Copy out, from the entries below, each line that holds the string "ImageSurface".

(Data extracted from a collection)
= = = =
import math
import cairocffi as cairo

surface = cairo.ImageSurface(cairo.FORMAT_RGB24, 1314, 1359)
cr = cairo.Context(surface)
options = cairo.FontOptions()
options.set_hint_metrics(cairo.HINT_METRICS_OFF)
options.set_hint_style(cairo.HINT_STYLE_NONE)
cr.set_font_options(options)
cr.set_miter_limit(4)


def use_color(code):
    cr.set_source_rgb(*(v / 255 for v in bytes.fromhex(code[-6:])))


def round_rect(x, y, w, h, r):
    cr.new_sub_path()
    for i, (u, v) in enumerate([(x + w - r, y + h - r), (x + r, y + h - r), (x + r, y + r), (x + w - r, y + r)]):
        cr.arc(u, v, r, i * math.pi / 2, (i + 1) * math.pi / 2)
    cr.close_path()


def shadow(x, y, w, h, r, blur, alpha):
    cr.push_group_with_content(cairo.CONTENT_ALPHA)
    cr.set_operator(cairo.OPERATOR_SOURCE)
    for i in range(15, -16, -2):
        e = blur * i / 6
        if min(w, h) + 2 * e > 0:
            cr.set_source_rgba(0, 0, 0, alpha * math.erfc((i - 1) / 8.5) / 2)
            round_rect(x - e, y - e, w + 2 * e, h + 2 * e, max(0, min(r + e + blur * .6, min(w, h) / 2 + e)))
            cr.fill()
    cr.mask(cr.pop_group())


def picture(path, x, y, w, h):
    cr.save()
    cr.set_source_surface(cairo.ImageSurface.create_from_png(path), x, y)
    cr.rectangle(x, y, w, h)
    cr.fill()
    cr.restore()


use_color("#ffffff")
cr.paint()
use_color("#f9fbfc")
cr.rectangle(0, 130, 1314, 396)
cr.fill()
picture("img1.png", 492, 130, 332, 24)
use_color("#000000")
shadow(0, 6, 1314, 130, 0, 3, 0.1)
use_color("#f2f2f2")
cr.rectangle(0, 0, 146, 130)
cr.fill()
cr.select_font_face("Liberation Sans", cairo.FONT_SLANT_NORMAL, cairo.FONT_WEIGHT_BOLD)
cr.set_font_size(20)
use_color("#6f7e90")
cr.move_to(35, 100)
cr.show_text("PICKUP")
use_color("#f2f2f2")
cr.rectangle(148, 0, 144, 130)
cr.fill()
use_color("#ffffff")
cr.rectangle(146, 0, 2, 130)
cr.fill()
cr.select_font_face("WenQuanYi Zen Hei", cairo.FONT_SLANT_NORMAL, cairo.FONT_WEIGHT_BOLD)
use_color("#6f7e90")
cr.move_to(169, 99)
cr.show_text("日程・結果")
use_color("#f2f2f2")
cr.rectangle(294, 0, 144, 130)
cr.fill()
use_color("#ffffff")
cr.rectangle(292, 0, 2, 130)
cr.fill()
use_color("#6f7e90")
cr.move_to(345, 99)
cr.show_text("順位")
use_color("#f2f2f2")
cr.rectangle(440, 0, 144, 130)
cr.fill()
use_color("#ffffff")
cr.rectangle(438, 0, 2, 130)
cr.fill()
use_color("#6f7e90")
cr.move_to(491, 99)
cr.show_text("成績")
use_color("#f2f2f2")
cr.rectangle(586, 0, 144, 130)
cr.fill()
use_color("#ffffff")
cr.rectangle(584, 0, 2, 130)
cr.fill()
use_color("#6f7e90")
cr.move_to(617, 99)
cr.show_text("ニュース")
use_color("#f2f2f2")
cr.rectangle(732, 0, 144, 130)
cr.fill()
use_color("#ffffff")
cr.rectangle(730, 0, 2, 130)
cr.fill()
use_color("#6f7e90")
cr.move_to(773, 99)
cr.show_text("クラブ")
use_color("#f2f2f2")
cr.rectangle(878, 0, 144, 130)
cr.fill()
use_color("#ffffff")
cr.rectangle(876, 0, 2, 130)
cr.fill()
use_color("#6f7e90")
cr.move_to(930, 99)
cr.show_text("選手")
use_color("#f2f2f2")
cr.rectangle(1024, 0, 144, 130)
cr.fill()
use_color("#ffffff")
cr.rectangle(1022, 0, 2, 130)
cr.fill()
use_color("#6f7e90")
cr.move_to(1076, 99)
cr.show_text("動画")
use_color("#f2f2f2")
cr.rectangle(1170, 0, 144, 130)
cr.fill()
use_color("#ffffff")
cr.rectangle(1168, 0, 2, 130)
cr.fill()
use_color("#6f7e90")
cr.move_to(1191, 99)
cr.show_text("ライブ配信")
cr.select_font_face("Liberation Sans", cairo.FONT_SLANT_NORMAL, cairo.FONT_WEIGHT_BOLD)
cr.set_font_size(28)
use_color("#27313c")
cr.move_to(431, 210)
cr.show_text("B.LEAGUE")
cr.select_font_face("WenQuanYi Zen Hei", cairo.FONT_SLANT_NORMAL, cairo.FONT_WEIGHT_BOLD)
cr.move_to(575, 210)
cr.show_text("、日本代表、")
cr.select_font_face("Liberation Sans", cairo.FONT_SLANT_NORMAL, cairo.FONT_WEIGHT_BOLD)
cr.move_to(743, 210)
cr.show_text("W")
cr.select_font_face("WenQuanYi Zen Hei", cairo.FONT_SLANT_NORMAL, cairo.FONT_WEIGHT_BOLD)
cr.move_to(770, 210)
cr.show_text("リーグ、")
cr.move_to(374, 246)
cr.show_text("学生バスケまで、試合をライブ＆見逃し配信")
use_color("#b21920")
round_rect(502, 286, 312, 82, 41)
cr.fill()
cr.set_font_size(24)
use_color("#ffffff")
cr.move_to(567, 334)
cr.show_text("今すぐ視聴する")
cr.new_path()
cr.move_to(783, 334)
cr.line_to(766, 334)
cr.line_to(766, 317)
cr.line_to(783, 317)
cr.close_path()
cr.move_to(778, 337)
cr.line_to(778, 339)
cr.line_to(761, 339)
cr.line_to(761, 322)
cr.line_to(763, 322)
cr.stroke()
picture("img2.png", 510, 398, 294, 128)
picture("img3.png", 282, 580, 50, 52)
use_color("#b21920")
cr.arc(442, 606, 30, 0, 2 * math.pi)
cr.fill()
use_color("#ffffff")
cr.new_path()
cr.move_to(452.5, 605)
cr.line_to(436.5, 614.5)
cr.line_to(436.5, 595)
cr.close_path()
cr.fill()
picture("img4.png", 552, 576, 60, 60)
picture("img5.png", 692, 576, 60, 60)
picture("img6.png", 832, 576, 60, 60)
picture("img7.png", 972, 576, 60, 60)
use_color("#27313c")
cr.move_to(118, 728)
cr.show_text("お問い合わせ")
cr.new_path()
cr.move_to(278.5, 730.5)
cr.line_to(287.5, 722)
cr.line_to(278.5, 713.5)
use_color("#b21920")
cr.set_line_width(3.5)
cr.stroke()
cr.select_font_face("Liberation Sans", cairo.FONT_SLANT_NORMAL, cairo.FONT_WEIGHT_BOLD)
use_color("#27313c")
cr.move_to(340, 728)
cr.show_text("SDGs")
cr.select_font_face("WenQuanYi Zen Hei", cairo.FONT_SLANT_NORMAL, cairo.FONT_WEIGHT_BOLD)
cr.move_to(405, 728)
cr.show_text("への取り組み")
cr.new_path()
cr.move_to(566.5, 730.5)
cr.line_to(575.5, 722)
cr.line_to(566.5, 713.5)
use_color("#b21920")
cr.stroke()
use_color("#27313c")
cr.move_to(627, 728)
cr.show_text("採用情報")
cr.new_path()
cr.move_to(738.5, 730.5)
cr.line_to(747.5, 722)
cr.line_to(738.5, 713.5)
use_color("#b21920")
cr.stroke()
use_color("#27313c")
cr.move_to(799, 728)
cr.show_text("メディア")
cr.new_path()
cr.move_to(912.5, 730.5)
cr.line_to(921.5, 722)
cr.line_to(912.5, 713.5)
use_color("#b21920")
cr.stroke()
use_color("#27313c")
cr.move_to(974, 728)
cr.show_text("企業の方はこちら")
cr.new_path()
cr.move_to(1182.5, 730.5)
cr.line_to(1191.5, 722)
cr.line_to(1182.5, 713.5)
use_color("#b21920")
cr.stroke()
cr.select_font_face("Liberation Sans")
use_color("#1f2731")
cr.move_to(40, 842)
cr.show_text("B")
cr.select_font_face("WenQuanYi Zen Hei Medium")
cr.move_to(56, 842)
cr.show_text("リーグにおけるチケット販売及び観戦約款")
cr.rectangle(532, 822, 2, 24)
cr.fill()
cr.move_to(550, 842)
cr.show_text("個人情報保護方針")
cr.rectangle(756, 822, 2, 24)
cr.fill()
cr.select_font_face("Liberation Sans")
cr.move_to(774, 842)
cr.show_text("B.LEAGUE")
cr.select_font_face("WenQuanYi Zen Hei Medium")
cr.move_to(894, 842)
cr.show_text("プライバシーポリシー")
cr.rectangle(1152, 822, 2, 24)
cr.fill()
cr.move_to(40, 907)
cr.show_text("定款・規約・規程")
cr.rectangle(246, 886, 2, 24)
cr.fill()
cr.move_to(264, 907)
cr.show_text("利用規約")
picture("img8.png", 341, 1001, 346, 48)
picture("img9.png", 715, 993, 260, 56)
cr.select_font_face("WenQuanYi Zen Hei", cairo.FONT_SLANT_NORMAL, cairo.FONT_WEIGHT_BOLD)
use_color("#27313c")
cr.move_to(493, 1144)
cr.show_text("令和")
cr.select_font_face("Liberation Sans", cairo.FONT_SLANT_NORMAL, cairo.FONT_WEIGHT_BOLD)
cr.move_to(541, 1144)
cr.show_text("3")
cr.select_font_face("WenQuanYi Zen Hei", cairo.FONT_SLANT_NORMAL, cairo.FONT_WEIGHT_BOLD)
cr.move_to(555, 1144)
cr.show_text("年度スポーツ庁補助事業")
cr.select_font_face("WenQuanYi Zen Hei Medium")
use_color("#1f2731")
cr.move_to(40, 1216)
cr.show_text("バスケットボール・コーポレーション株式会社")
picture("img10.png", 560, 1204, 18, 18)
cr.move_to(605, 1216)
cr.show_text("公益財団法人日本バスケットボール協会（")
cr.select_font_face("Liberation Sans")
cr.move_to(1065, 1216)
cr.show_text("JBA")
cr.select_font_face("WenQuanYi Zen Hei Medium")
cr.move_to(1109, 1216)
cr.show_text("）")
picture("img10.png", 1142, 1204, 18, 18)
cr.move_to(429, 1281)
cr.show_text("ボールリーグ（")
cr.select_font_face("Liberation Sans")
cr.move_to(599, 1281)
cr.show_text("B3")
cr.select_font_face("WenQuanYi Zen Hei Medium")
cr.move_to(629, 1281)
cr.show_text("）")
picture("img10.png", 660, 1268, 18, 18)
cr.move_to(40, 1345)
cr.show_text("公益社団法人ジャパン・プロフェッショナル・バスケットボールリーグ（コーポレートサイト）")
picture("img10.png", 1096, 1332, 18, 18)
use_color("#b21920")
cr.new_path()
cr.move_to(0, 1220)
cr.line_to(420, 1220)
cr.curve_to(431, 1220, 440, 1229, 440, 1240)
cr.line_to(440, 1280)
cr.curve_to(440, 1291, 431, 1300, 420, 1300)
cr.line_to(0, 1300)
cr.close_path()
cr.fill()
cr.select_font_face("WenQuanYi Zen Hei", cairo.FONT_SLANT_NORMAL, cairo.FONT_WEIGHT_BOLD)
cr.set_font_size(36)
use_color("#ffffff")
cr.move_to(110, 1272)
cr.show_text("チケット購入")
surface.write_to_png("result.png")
= = = =
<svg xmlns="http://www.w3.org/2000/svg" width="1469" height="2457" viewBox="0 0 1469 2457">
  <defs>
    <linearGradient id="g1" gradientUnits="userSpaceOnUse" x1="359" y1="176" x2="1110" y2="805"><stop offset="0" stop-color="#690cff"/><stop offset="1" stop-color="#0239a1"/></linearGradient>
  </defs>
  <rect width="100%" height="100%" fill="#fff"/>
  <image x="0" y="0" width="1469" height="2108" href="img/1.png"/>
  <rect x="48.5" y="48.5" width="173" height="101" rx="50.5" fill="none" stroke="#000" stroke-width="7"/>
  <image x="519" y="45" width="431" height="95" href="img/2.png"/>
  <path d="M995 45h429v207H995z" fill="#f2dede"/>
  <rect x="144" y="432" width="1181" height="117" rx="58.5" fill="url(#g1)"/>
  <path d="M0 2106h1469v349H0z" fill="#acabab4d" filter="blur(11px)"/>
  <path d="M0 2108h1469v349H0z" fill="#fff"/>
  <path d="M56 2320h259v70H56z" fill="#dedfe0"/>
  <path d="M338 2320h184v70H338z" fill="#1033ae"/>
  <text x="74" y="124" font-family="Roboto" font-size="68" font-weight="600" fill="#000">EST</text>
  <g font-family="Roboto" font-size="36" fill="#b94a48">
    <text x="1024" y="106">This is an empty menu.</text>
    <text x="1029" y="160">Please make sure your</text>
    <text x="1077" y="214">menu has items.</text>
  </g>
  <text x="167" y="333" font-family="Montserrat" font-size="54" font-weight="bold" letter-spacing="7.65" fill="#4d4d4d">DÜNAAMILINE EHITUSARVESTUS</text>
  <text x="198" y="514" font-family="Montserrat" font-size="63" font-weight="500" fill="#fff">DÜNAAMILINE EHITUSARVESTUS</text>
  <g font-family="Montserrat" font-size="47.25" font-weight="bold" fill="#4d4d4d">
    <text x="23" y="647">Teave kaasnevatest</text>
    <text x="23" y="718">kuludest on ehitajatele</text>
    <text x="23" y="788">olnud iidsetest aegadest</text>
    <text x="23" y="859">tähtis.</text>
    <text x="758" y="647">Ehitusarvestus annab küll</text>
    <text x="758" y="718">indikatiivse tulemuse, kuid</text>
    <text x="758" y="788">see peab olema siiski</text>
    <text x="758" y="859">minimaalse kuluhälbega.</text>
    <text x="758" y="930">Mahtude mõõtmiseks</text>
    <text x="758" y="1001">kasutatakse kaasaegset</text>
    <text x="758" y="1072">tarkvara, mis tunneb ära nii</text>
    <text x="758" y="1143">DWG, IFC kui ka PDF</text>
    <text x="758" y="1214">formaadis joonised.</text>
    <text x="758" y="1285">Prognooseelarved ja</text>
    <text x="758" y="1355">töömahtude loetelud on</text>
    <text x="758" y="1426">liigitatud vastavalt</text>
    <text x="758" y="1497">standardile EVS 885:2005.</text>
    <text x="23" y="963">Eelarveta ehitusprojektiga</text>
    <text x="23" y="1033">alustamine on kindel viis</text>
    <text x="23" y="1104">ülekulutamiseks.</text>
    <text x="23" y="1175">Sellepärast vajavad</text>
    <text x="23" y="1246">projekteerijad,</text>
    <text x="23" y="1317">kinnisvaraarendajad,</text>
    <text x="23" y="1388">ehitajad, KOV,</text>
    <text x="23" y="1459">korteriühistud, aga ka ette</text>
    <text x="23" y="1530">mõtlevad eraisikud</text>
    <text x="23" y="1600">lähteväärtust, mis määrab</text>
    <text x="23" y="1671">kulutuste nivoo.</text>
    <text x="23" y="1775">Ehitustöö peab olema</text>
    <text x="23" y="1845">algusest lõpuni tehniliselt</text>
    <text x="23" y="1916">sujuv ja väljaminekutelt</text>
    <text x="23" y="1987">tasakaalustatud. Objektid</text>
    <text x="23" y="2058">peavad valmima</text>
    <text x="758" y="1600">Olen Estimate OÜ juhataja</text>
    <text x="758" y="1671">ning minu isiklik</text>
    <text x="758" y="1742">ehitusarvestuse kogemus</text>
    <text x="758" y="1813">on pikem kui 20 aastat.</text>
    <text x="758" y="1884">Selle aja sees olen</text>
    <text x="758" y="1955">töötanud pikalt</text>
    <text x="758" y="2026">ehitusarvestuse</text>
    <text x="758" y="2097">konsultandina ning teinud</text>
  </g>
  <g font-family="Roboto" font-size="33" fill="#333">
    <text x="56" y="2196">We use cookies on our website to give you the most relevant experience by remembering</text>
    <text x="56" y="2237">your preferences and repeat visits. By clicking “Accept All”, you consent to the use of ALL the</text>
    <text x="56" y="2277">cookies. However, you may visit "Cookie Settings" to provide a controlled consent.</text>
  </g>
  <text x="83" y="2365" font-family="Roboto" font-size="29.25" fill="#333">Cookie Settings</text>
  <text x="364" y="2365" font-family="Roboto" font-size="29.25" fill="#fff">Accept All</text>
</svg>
= = = =
:: RESULT FOR THIS TASK ::
surface = cairo.ImageSurface(cairo.FORMAT_RGB24, 1314, 1359)
    cr.set_source_surface(cairo.ImageSurface.create_from_png(path), x, y)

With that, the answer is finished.